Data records
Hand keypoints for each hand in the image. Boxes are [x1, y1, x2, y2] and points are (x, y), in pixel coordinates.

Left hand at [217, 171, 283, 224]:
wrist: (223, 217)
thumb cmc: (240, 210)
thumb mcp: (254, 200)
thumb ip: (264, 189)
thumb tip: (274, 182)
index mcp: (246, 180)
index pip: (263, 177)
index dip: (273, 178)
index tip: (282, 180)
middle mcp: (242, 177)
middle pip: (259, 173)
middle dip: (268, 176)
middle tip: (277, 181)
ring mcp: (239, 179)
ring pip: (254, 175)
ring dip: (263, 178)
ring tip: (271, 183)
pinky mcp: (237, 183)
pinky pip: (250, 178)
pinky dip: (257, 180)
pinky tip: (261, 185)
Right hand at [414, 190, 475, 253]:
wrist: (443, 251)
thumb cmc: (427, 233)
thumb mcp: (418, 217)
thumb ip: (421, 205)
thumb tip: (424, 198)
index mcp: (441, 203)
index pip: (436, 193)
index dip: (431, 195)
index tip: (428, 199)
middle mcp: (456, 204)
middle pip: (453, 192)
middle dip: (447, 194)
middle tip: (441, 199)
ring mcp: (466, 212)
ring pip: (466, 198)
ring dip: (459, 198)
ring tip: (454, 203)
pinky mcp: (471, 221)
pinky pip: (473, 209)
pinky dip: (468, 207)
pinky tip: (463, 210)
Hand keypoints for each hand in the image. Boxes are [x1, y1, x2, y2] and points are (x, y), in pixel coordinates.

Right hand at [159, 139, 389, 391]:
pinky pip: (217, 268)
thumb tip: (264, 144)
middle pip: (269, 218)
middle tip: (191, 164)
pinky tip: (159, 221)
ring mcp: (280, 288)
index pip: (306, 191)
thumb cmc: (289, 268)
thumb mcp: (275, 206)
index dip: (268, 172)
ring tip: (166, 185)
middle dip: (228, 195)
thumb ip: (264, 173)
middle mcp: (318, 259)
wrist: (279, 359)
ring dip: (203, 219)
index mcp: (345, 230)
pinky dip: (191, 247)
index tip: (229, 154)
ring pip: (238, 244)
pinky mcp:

• Problem details: Exactly the lines above from the one with "thumb cmc: (427, 233)" to the one with "thumb tip: (264, 144)", both included, are to be quoted; leave the rest out.

• Answer to the exercise:
thumb cmc: (427, 233)
thumb mcp: (418, 217)
thumb ip: (421, 205)
thumb tip: (424, 198)
index mcp: (441, 203)
index pip: (436, 193)
index dip: (431, 195)
index tip: (428, 199)
middle mcp: (456, 204)
middle pip: (453, 192)
middle dip: (447, 194)
middle tip: (441, 199)
ring mcp: (466, 212)
ring pip: (466, 198)
ring dip: (459, 198)
ring tip: (454, 203)
pinky mcp: (471, 221)
pinky pip: (473, 209)
pinky dip: (468, 207)
pinky tip: (463, 210)
Hand keypoints for each hand in the image. Boxes are [x1, y1, x2, y2] and points are (x, y), in pixel coordinates.

Right hand at [159, 139, 389, 391]:
pinky pip: (217, 268)
thumb tip: (264, 144)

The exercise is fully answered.